Librarian pro-tip, folks: Don’t ever let yourself be used as the sacrifice for a patron’s incantation. Waving patron fines so they can use the library again? Good. Being the sacrifice in a patron’s incantation? Bad.
And finally, Sixth: When the patron is done with the evil tome, or the evil tome is done with the patron, clean up! Make sure to look for any stray unspeakable terrors around the room – don’t forget to check under the table or behind any hanging pictures, those terrors get everywhere – then put the book back on the shelf.
Alright. I’ve been talking for a while now, so we’re going to take a fifteen minute break. When we come back we're gonna answer some of your questions, but for now, get out of your chair, walk around, get a drink. Tim? Would you put fifteen minutes up on the screen? See y’all soon.
And we're back! Okay, Mary, can you give me some of those questions?
Mary: You bet! The first question we have is from Cassandra P. She asks: I'm currently reading a cozy cat mystery and I can't put it down, is it possessed?
Good question, Cassandra, but I have to ask, can you not put it down because it's just that good a read or can you not put it down because it is literally bonded to your hand and it won't let go?
Mary: Cassandra says it's just that good a read.
Very well! Cassandra, it sounds like you just really like cozy cat mysteries, and that's fantastic! Have you tried Miranda James' Cat in the Stacks series? "Careless Whiskers" is my favorite. So unless your book occasionally oozes blood or you get crazed, murderous thoughts when you touch it, I think you're gonna be okay.
Mary: Our next question is from Stephen. Stephen asks: We're looking to turn one of our study rooms into an evil tome viewing room, what are some of the do's and don'ts of a project like this?
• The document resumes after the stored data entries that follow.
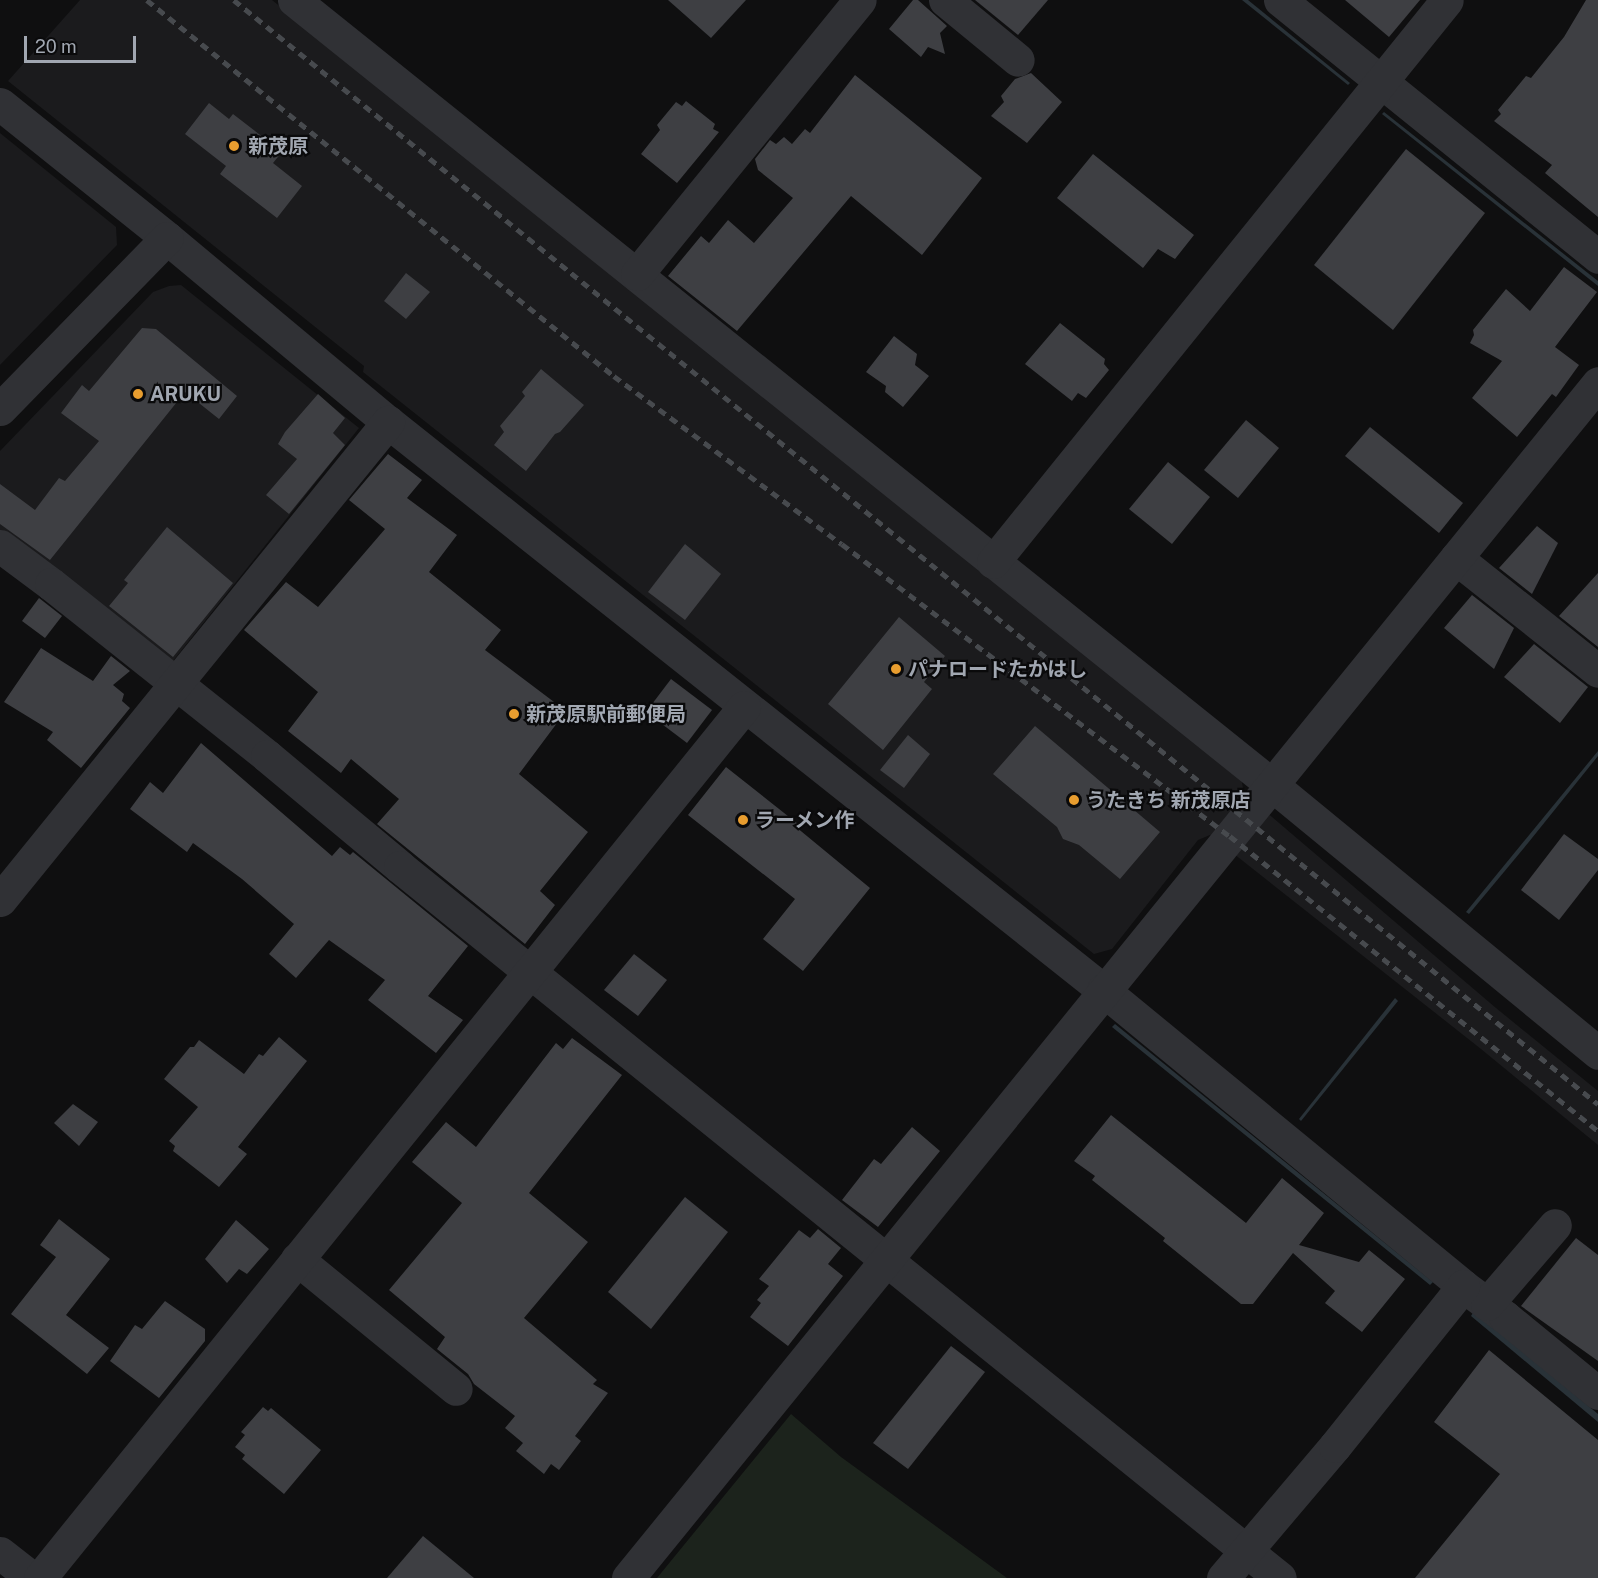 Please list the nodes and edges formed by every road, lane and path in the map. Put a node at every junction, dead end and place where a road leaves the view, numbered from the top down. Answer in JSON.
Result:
{"nodes":[{"id":1,"x":294,"y":0,"type":"edge"},
{"id":2,"x":860,"y":0,"type":"edge"},
{"id":3,"x":945,"y":0,"type":"edge"},
{"id":4,"x":1280,"y":0,"type":"edge"},
{"id":5,"x":1447,"y":0,"type":"edge"},
{"id":6,"x":1018,"y":60,"type":"dead end"},
{"id":7,"x":1381,"y":82,"type":"junction"},
{"id":8,"x":0,"y":105,"type":"edge"},
{"id":9,"x":167,"y":238,"type":"junction"},
{"id":10,"x":1598,"y":256,"type":"edge"},
{"id":11,"x":637,"y":274,"type":"junction"},
{"id":12,"x":1598,"y":383,"type":"edge"},
{"id":13,"x":0,"y":410,"type":"edge"},
{"id":14,"x":388,"y":422,"type":"junction"},
{"id":15,"x":0,"y":546,"type":"edge"},
{"id":16,"x":1456,"y":558,"type":"junction"},
{"id":17,"x":993,"y":562,"type":"junction"},
{"id":18,"x":1598,"y":671,"type":"edge"},
{"id":19,"x":175,"y":685,"type":"junction"},
{"id":20,"x":744,"y":707,"type":"junction"},
{"id":21,"x":1272,"y":785,"type":"junction"},
{"id":22,"x":0,"y":900,"type":"edge"},
{"id":23,"x":531,"y":971,"type":"junction"},
{"id":24,"x":1103,"y":990,"type":"junction"},
{"id":25,"x":1598,"y":1053,"type":"edge"},
{"id":26,"x":1555,"y":1225,"type":"dead end"},
{"id":27,"x":297,"y":1259,"type":"junction"},
{"id":28,"x":888,"y":1259,"type":"junction"},
{"id":29,"x":1475,"y":1295,"type":"junction"},
{"id":30,"x":456,"y":1389,"type":"dead end"},
{"id":31,"x":1598,"y":1393,"type":"edge"},
{"id":32,"x":1248,"y":1552,"type":"junction"},
{"id":33,"x":0,"y":1553,"type":"edge"},
{"id":34,"x":32,"y":1578,"type":"edge"},
{"id":35,"x":40,"y":1578,"type":"edge"},
{"id":36,"x":628,"y":1578,"type":"edge"},
{"id":37,"x":1223,"y":1578,"type":"edge"},
{"id":38,"x":1280,"y":1578,"type":"edge"}],
"edges":[{"from":1,"to":11,"type":"street"},
{"from":2,"to":11,"type":"street"},
{"from":3,"to":6,"type":"street"},
{"from":4,"to":7,"type":"street"},
{"from":5,"to":7,"type":"street"},
{"from":7,"to":10,"type":"street"},
{"from":7,"to":17,"type":"street"},
{"from":8,"to":9,"type":"street"},
{"from":9,"to":13,"type":"street"},
{"from":9,"to":14,"type":"street"},
{"from":11,"to":17,"type":"street"},
{"from":12,"to":16,"type":"street"},
{"from":14,"to":19,"type":"street"},
{"from":14,"to":20,"type":"street"},
{"from":15,"to":19,"type":"street"},
{"from":16,"to":18,"type":"street"},
{"from":16,"to":21,"type":"street"},
{"from":17,"to":21,"type":"street"},
{"from":19,"to":22,"type":"street"},
{"from":19,"to":23,"type":"street"},
{"from":20,"to":23,"type":"street"},
{"from":20,"to":24,"type":"street"},
{"from":21,"to":24,"type":"street"},
{"from":21,"to":25,"type":"street"},
{"from":23,"to":27,"type":"street"},
{"from":23,"to":28,"type":"street"},
{"from":24,"to":28,"type":"street"},
{"from":24,"to":29,"type":"street"},
{"from":26,"to":29,"type":"street"},
{"from":27,"to":30,"type":"street"},
{"from":27,"to":35,"type":"street"},
{"from":28,"to":32,"type":"street"},
{"from":28,"to":36,"type":"street"},
{"from":29,"to":31,"type":"street"},
{"from":29,"to":32,"type":"street"},
{"from":32,"to":37,"type":"street"},
{"from":32,"to":38,"type":"street"},
{"from":33,"to":34,"type":"street"}]}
How exciting for you, Stephen! Here's a couple of things you'll want to consider: sound proof walls so the rest of the library won't hear the infernal shrieking, diabolical shouting, and cries for mercy; no fabric surfaces, it's much easier to get blood off of ceramic tile flooring and metallic chairs; a good ventilation system for the sulfur smell; and an adjustable height desk to help patrons get comfortable.
Mary: Tina Y. asks: my library is going to start allowing patrons to check out evil tomes, how long should we make the circulation period?
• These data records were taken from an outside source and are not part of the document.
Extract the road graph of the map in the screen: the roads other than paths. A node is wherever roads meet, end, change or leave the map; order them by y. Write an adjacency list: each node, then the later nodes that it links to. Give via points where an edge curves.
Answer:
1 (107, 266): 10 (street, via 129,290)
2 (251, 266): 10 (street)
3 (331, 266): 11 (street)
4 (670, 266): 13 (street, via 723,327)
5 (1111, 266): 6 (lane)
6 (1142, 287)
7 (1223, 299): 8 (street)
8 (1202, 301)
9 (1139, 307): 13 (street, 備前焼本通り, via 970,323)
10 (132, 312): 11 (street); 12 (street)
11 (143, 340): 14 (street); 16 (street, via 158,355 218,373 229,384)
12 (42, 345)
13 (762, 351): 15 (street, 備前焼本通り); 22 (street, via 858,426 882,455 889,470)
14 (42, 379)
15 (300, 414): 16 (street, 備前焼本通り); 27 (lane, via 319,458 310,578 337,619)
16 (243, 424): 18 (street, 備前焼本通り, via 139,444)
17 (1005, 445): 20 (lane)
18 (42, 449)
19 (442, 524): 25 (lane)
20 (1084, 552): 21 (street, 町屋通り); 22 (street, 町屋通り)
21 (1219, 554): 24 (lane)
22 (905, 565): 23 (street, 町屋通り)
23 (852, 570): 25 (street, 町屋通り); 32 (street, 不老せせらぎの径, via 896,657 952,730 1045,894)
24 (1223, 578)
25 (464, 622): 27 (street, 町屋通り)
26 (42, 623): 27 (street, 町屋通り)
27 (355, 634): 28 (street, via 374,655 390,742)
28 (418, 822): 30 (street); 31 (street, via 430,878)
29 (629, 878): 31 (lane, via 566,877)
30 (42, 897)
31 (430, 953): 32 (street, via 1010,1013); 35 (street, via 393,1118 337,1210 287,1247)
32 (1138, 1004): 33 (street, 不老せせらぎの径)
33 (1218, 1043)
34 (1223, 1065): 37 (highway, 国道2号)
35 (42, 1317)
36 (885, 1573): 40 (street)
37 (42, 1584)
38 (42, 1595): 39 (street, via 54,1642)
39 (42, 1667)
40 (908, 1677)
Excellent question! If you're going to allow patrons to check out evil tomes, it's best to have a short circulation period. Most patrons already know what they want to get out of the tome and only need it for a couple of days. But be warned! If your library isn't fine free and the patron doesn't bring the book back before it's due, the book may devour the patron, body and soul, and then make its way back to the library by itself. But! If your library is fine free, the overdue evil tome will take no action at all against the patron. We're not sure why, but evil tomes seem to respect circulation policies.
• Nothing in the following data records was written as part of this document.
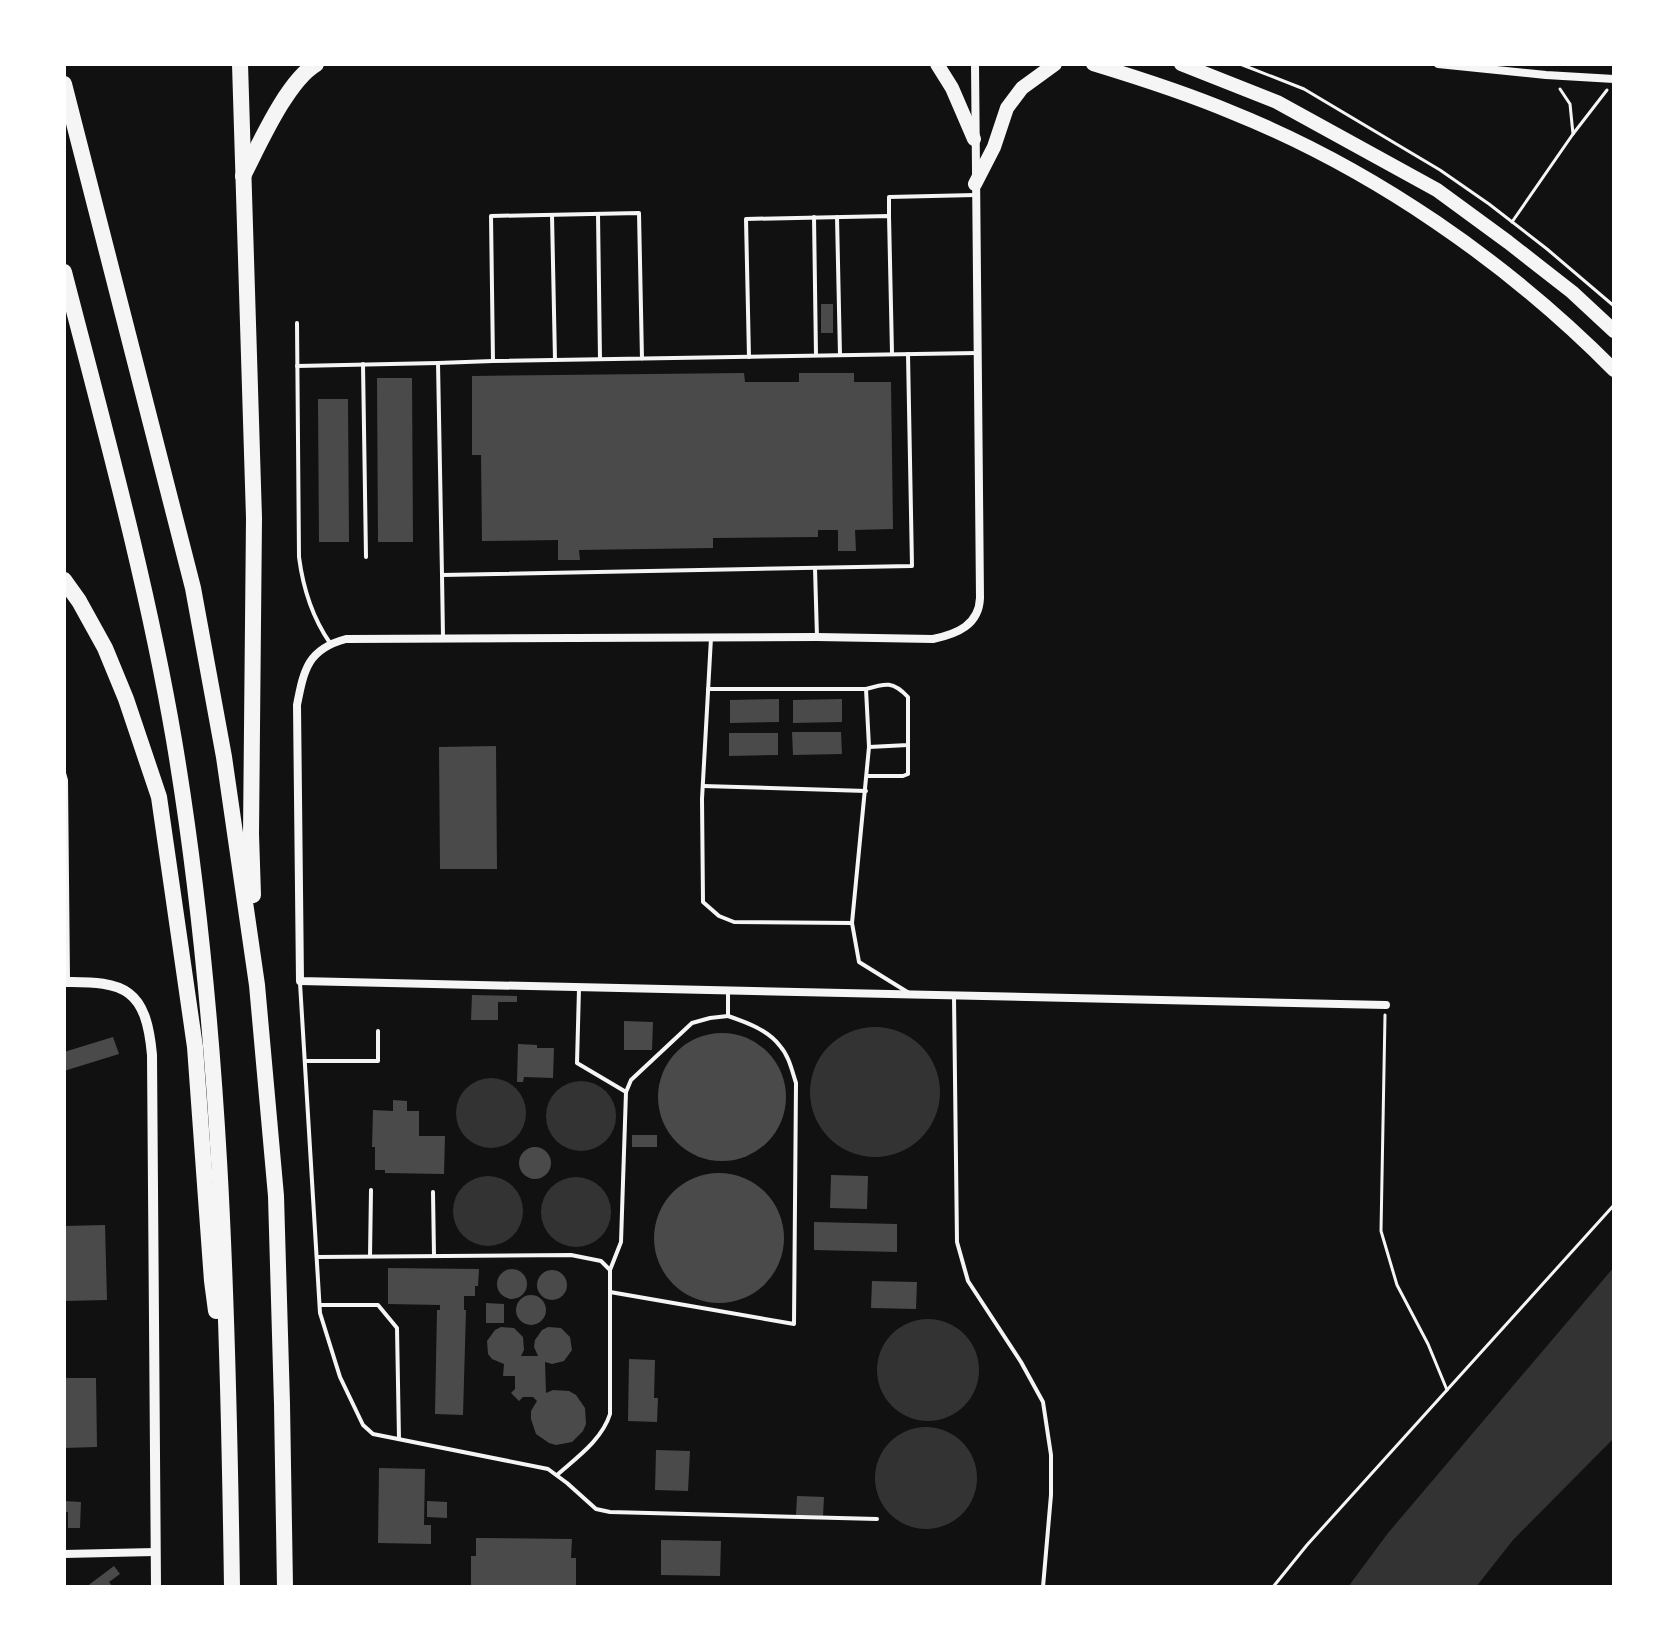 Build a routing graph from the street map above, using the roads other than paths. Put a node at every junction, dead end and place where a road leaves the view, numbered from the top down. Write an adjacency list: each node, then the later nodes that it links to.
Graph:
1 (240, 64): 12 (highway)
2 (316, 64): 12 (highway)
3 (937, 64): 11 (main road)
4 (975, 64): 11 (street)
5 (1055, 64): 13 (main road)
6 (1093, 64): 35 (main road)
7 (1181, 64): 21 (main road)
8 (1438, 64): 9 (street)
9 (1614, 81)
10 (64, 84): 56 (highway)
11 (974, 139): 13 (street)
12 (242, 177): 56 (highway)
13 (975, 190): 16 (lane); 22 (street)
14 (552, 214): 15 (lane); 30 (lane); 31 (lane)
15 (598, 214): 28 (lane); 29 (lane)
16 (889, 216): 18 (lane); 23 (lane)
17 (814, 217): 18 (lane); 25 (lane); 27 (lane)
18 (837, 217): 26 (lane)
19 (64, 272): 74 (highway)
20 (297, 323): 34 (lane)
21 (1614, 331)
22 (977, 353): 24 (lane); 40 (street)
23 (892, 354): 24 (lane); 26 (lane)
24 (908, 354): 37 (lane)
25 (816, 355): 26 (lane); 27 (lane)
26 (840, 355)
27 (749, 357): 29 (lane)
28 (600, 359): 29 (lane); 30 (lane)
29 (642, 359)
30 (555, 360): 31 (lane)
31 (493, 361): 32 (lane)
32 (438, 363): 33 (lane); 38 (lane)
33 (363, 364): 34 (lane); 36 (lane)
34 (297, 366): 43 (lane)
35 (1614, 370)
36 (366, 557)
37 (815, 568): 38 (lane); 40 (lane)
38 (442, 575): 42 (lane)
39 (64, 580): 74 (highway)
40 (817, 637): 41 (street)
41 (711, 638): 42 (street); 44 (lane)
42 (443, 639): 43 (street)
43 (330, 643): 54 (street)
44 (708, 689): 45 (lane); 50 (lane)
45 (866, 689): 46 (lane); 47 (lane)
46 (908, 745): 47 (lane); 49 (lane)
47 (869, 747): 49 (lane)
48 (64, 773): 53 (lane)
49 (867, 776): 51 (lane)
50 (703, 786): 51 (lane); 52 (lane)
51 (866, 791): 52 (lane)
52 (852, 923): 59 (lane)
53 (66, 940): 55 (lane)
54 (300, 981): 57 (street); 64 (lane)
55 (66, 982): 78 (street)
56 (257, 985): 82 (highway)
57 (579, 987): 58 (street); 65 (lane)
58 (728, 990): 59 (street); 62 (lane)
59 (909, 993): 60 (street)
60 (954, 995): 61 (street); 83 (lane)
61 (1386, 1005)
62 (728, 1016): 65 (lane); 72 (lane)
63 (378, 1031): 64 (lane)
64 (305, 1061): 70 (lane)
65 (626, 1092): 71 (lane)
66 (371, 1190): 68 (lane)
67 (433, 1192): 69 (lane)
68 (370, 1256): 69 (lane); 70 (lane)
69 (434, 1256): 71 (lane)
70 (317, 1257): 73 (lane)
71 (610, 1270): 72 (lane)
72 (610, 1292): 76 (lane)
73 (320, 1305): 75 (lane); 75 (lane)
74 (229, 1391): 81 (highway)
75 (399, 1439): 76 (lane)
76 (557, 1475): 77 (lane)
77 (877, 1519)
78 (155, 1552): 79 (street); 80 (street)
79 (64, 1554)
80 (156, 1587)
81 (232, 1587)
82 (285, 1587)
83 (1043, 1587)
I think we have just about enough time for one more question. Mary?
Mary: Sure. Daniel H. asks: how should we feed our evil tomes?
Ah, that question allows me to segue nicely into telling you about next week's webinar topic, which will be...I have it here somewhere, folks...ah, yes...The Care and Feeding of Your Evil Tome Collection. Sorry, Daniel, you'll just have to wait until next week to learn more about that. Here's a tip to tide you over 'til next week, though: Evil tomes like Skippy peanut butter.
Thank you all for coming, and have a wonderful rest of the day.